Decoding Human-Centered Cybersecurity with Security Attitudes | A Conversation with Julie Haney and Dr. Cori Faklaris | Redefining CyberSecurity with Sean Martin

48 minutes

Guests:

Julie Haney, Computer scientist and Human-Centered Cybersecurity Program Lead, National Institute of Standards and Technology [@NISTcyber]

On LinkedIn | https://www.linkedin.com/in/julie-haney-037449119/

On Twitter | https://x.com/jmhaney8?s=21&t=f6qJjVoRYdIJhkm3pOngHQ

Dr. Cori Faklaris, Assistant Professor, University of North Carolina at Charlotte [@unccharlotte], Director, Security and Privacy Experiences (SPEX) research group [@SPEX_lab]

On LinkedIn | https://www.linkedin.com/in/corifaklaris/

On Twitter | https://twitter.com/heycori

On Mastodon | https://hci.social/@Heycori

On Facebook | https://www.facebook.com/heycori

____________________________

Host: Sean Martin, Co-Founder at ITSPmagazine [@ITSPmagazine] and Host of Redefining CyberSecurity Podcast [@RedefiningCyber]

On ITSPmagazine | https://www.itspmagazine.com/sean-martin

View This Show's Sponsors

___________________________

Episode Notes

In this new episode of the Redefining CyberSecurity Podcast, host Sean Martin and co-host Julie Haney welcomed Dr. Cori Faklaris, an assistant professor at the University of North Carolina, Charlotte, to discuss the intricate relationship between human-centered research and cybersecurity. Dr. Faklaris, who leads the Security and Privacy Experience Research Group at the university, shared valuable insights on the intersection of human behavior and security practices.

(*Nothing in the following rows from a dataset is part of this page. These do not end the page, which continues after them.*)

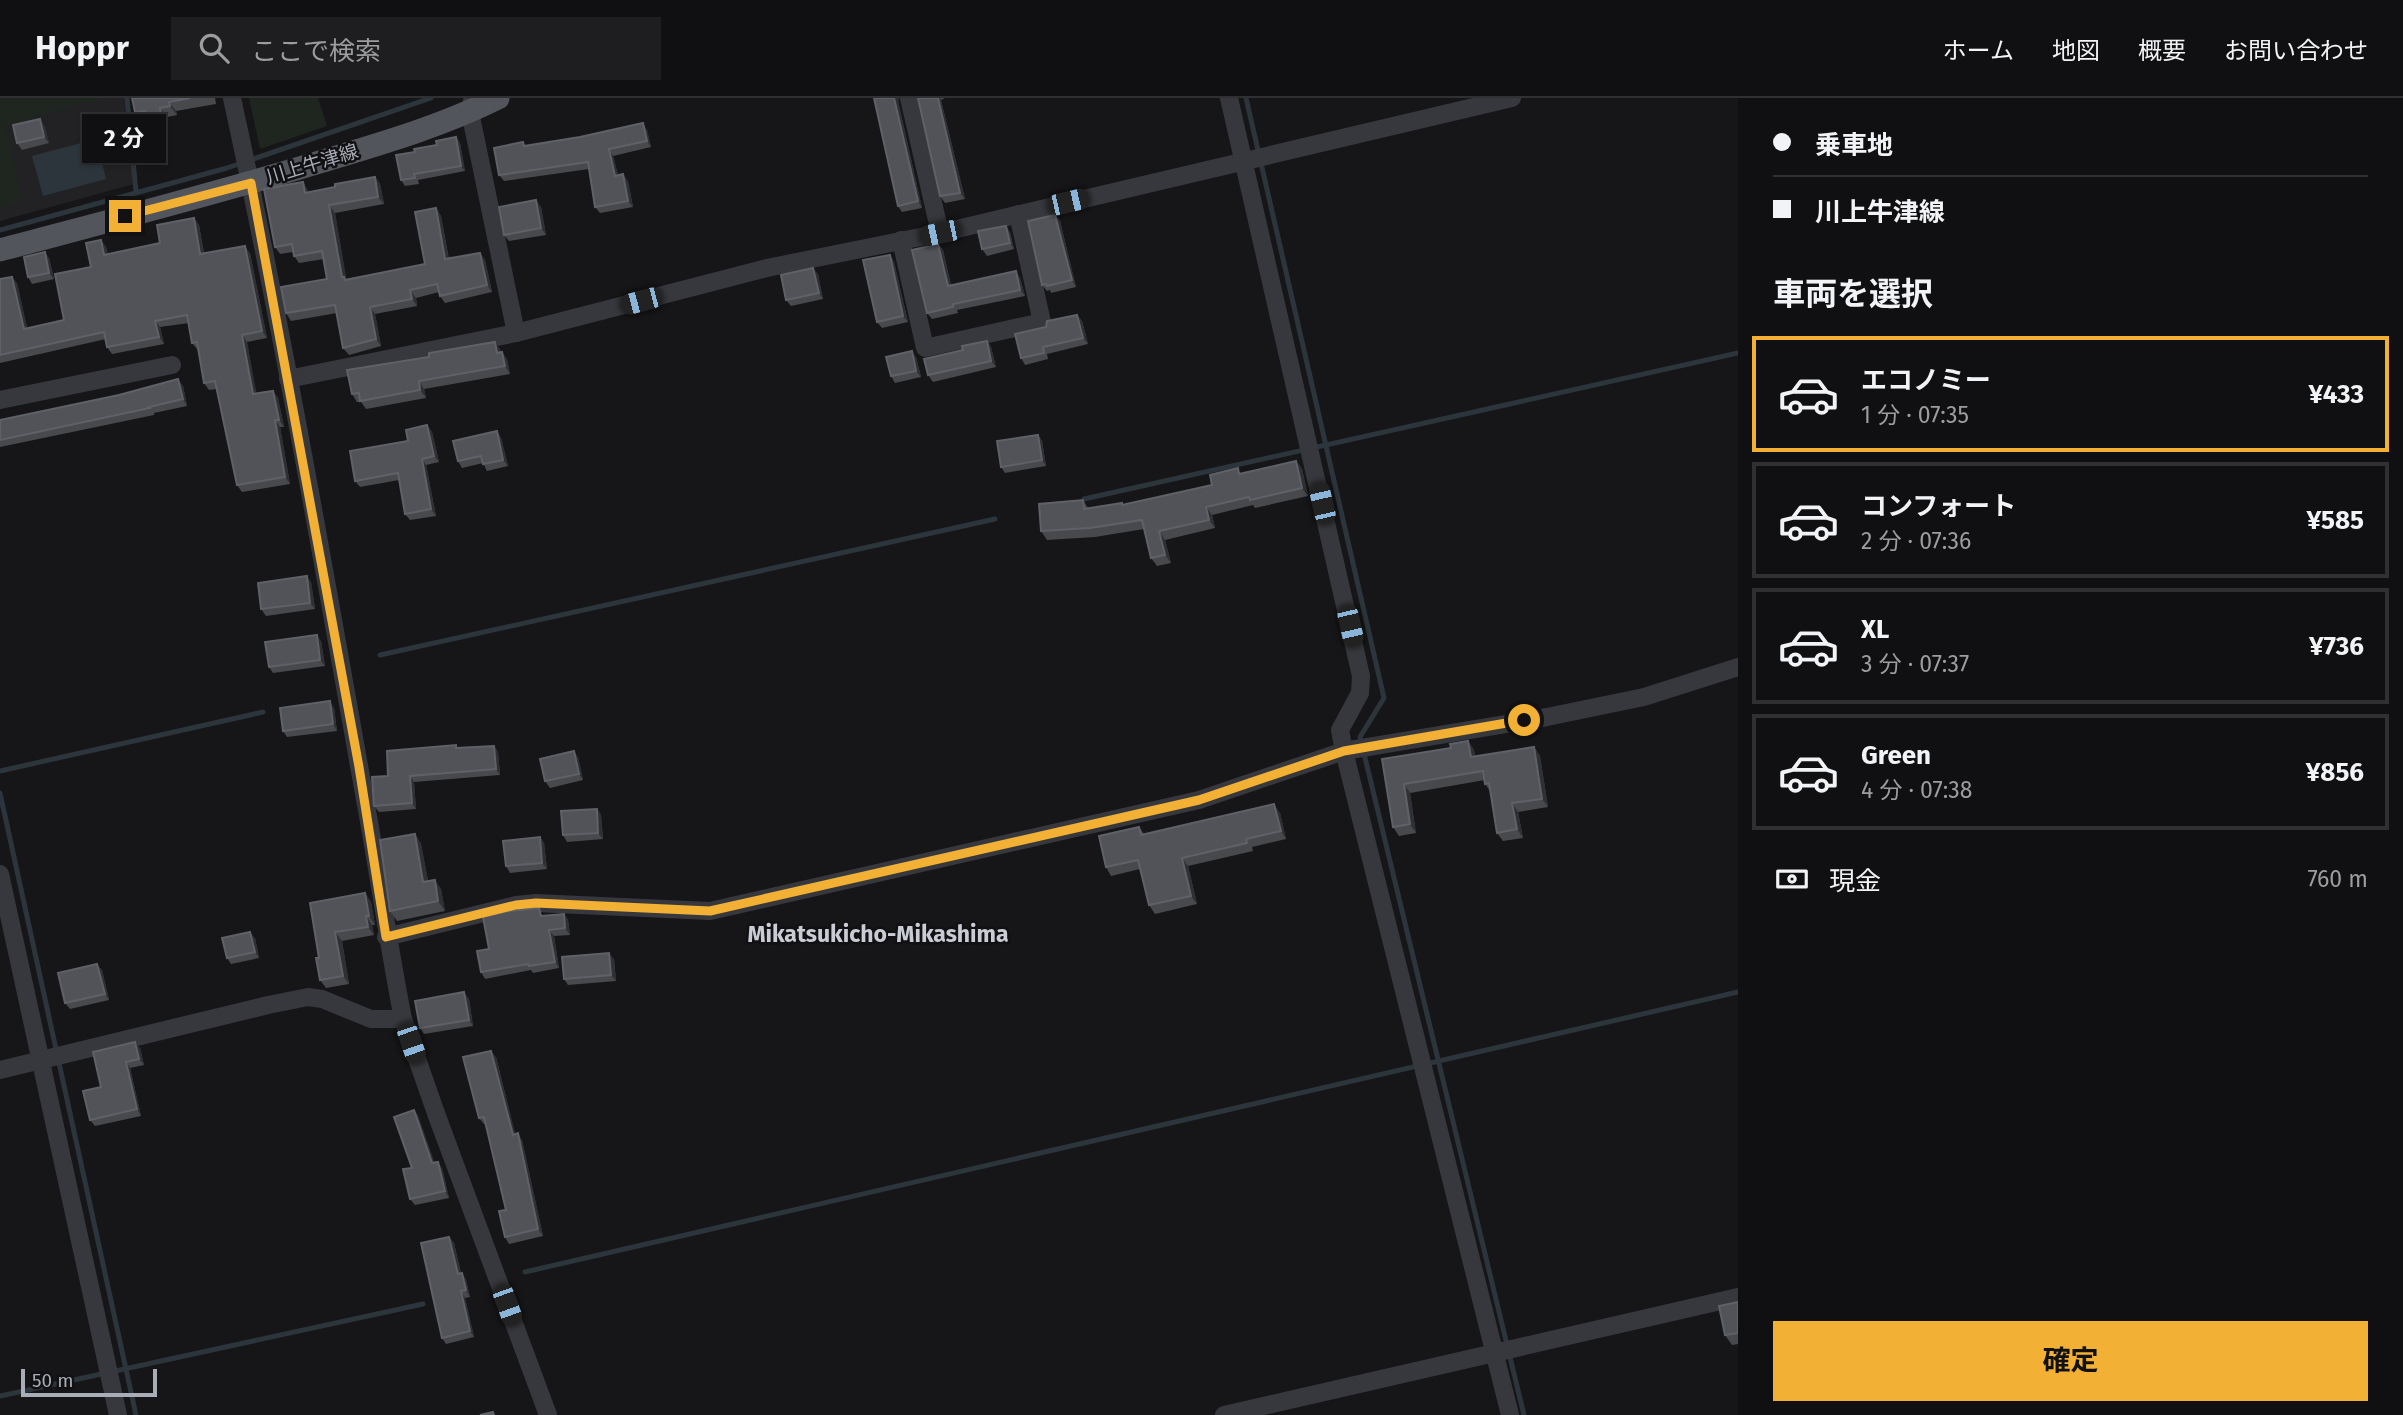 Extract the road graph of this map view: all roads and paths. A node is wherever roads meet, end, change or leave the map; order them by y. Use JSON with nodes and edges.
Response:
{"nodes":[{"id":1,"x":232,"y":98,"type":"edge"},
{"id":2,"x":498,"y":98,"type":"edge"},
{"id":3,"x":909,"y":98,"type":"edge"},
{"id":4,"x":1229,"y":98,"type":"edge"},
{"id":5,"x":1512,"y":98,"type":"edge"},
{"id":6,"x":471,"y":105,"type":"edge"},
{"id":7,"x":1243,"y":162,"type":"junction"},
{"id":8,"x":247,"y":168,"type":"junction"},
{"id":9,"x":1018,"y":214,"type":"junction"},
{"id":10,"x":940,"y":233,"type":"junction"},
{"id":11,"x":901,"y":240,"type":"junction"},
{"id":12,"x":0,"y":250,"type":"edge"},
{"id":13,"x":516,"y":333,"type":"junction"},
{"id":14,"x":172,"y":365,"type":"dead end"},
{"id":15,"x":288,"y":379,"type":"junction"},
{"id":16,"x":0,"y":400,"type":"edge"},
{"id":17,"x":1738,"y":667,"type":"edge"},
{"id":18,"x":1344,"y":751,"type":"junction"},
{"id":19,"x":0,"y":874,"type":"edge"},
{"id":20,"x":386,"y":937,"type":"junction"},
{"id":21,"x":403,"y":1019,"type":"junction"},
{"id":22,"x":41,"y":1061,"type":"junction"},
{"id":23,"x":0,"y":1070,"type":"edge"},
{"id":24,"x":1738,"y":1297,"type":"edge"},
{"id":25,"x":1495,"y":1352,"type":"junction"},
{"id":26,"x":118,"y":1415,"type":"edge"},
{"id":27,"x":548,"y":1415,"type":"edge"},
{"id":28,"x":1224,"y":1415,"type":"edge"},
{"id":29,"x":1510,"y":1415,"type":"edge"}],
"edges":[{"from":1,"to":8,"type":"street"},
{"from":2,"to":6,"type":"main road","name":"川上牛津線"},
{"from":3,"to":10,"type":"street"},
{"from":4,"to":7,"type":"street"},
{"from":5,"to":7,"type":"street"},
{"from":6,"to":8,"type":"main road","name":"川上牛津線"},
{"from":6,"to":13,"type":"street"},
{"from":7,"to":9,"type":"street"},
{"from":7,"to":18,"type":"street"},
{"from":8,"to":12,"type":"main road","name":"川上牛津線"},
{"from":8,"to":15,"type":"street"},
{"from":9,"to":10,"type":"street"},
{"from":9,"to":11,"type":"street"},
{"from":10,"to":11,"type":"street"},
{"from":11,"to":13,"type":"street"},
{"from":13,"to":15,"type":"street"},
{"from":14,"to":16,"type":"street"},
{"from":15,"to":20,"type":"street"},
{"from":17,"to":18,"type":"street"},
{"from":18,"to":20,"type":"street"},
{"from":18,"to":25,"type":"street"},
{"from":19,"to":22,"type":"street"},
{"from":20,"to":21,"type":"street"},
{"from":21,"to":22,"type":"street"},
{"from":21,"to":27,"type":"street"},
{"from":22,"to":23,"type":"street"},
{"from":22,"to":26,"type":"street"},
{"from":24,"to":25,"type":"street"},
{"from":25,"to":28,"type":"street"},
{"from":25,"to":29,"type":"street"}]}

The episode delved into Dr. Faklaris' extensive research on security attitudes and behaviors. She introduced the Security Attitudes (SA) scales, particularly the SA-6 and SA-13, which are tools designed to measure people's security attitudes. These scales provide a reliable and valid means to gauge individuals' perspectives on cybersecurity, which can be critical for organizations looking to enhance their security training programs. By regularly measuring security attitudes before and after training, organizations can assess the effectiveness of their initiatives and identify areas for improvement. Dr. Faklaris emphasized the importance of considering not just attitudes but also social norms and perceived behavioral control when examining security behaviors.

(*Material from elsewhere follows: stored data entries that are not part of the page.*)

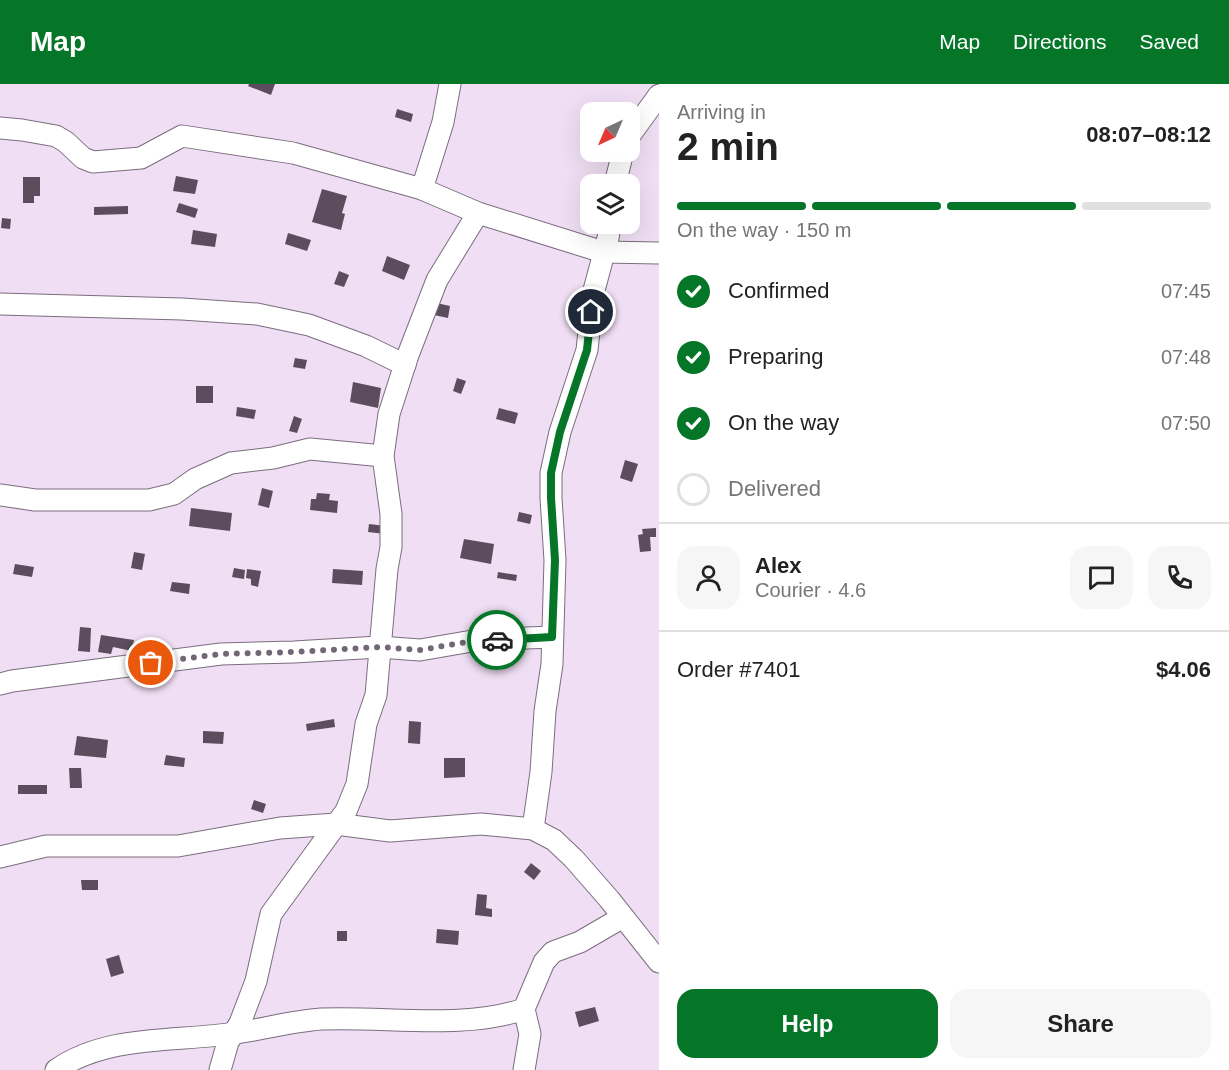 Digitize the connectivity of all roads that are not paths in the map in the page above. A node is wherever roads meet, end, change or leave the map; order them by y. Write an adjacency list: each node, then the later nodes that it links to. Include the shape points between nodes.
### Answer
1 (450, 84): 5 (street, via 443,122)
2 (659, 95): 3 (street)
3 (640, 121)
4 (0, 128): 5 (street, via 56,136 93,162 141,158 182,136 293,153)
5 (422, 189): 6 (street)
6 (478, 213): 8 (street); 11 (street, via 437,280)
7 (609, 234): 8 (street)
8 (603, 252): 9 (street); 14 (street, via 593,294 587,350 551,473 555,560)
9 (659, 253)
10 (0, 304): 11 (street, via 257,314 309,325)
11 (405, 364): 12 (street, via 389,414)
12 (383, 456): 13 (street, via 310,449 231,463 195,479 174,494 148,500 35,500); 15 (street, via 391,548)
13 (0, 495)
14 (552, 637): 15 (street, via 478,640 420,650); 18 (street)
15 (380, 647): 16 (street, via 221,654); 17 (street, via 376,695 366,724 357,784)
16 (0, 684)
17 (336, 824): 18 (street, via 390,831 481,824); 19 (street, via 280,828 178,846 45,846); 23 (street, via 271,914 256,981)
18 (533, 829): 20 (street, via 554,840 574,858)
19 (0, 857)
20 (623, 917): 21 (street); 22 (street, via 580,942 553,952 544,962)
21 (659, 962)
22 (524, 1009): 23 (street, via 471,1020 320,1019); 26 (street, via 530,1034)
23 (234, 1033): 24 (street); 25 (street, via 106,1046 69,1060)
24 (222, 1068)
25 (56, 1070)
26 (524, 1070)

A significant portion of the discussion centered around the challenges posed by smishing—phishing attacks conducted via SMS. Dr. Faklaris highlighted that younger people and college students are particularly vulnerable to such attacks. Her research indicates that demographic factors can influence susceptibility to smishing, underscoring the need for targeted awareness campaigns and tailored security measures.

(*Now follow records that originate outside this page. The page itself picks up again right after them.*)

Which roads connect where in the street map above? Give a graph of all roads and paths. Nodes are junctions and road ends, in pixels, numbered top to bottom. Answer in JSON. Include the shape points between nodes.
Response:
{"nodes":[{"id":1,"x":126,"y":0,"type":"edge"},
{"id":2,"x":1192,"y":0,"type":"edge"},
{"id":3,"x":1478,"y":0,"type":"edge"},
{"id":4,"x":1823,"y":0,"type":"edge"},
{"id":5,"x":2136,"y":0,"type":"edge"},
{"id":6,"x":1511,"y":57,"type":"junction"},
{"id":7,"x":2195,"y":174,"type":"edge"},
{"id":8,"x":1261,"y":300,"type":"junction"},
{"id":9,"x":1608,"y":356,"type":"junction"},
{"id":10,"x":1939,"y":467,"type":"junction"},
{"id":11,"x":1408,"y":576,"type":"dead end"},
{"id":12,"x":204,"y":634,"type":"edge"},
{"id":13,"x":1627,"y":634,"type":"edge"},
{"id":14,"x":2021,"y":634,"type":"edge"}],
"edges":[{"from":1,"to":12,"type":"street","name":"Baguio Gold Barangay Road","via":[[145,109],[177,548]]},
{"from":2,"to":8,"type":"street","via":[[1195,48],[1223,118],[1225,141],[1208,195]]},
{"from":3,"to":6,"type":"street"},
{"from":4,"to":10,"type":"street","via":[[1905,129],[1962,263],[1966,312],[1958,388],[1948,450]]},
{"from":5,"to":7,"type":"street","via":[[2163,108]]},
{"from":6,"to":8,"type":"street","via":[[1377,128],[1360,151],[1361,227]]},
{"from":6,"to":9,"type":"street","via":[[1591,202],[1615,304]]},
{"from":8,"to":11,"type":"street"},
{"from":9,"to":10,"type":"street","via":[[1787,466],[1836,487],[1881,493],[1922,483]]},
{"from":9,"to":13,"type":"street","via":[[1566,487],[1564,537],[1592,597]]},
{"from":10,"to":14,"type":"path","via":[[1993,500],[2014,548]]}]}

The episode also touched on the broader implications of trust and usability in communication systems, with Dr. Faklaris stressing the importance of clear and trustworthy communication channels to prevent user fatigue and mistrust. In addition to her academic endeavors, Dr. Faklaris is spearheading a new cybersecurity clinic at UNC Charlotte. This initiative aims to support local organizations, particularly small businesses and non-profits, by providing them with valuable cybersecurity guidance and services free of charge. The clinic, which will involve student teams working on real-world problems, seeks to bridge the gap between academic research and practical application while fostering community engagement and providing hands-on experience to students.

The episode serves as a treasure trove of insights for security leaders and practitioners, offering practical advice on enhancing security training and awareness programs. By leveraging research-backed methods and fostering community partnerships, organizations can better navigate the complex human factors that influence cybersecurity practices. Dr. Faklaris' work serves as a powerful reminder of the critical role human-centered approaches play in building robust and effective security frameworks.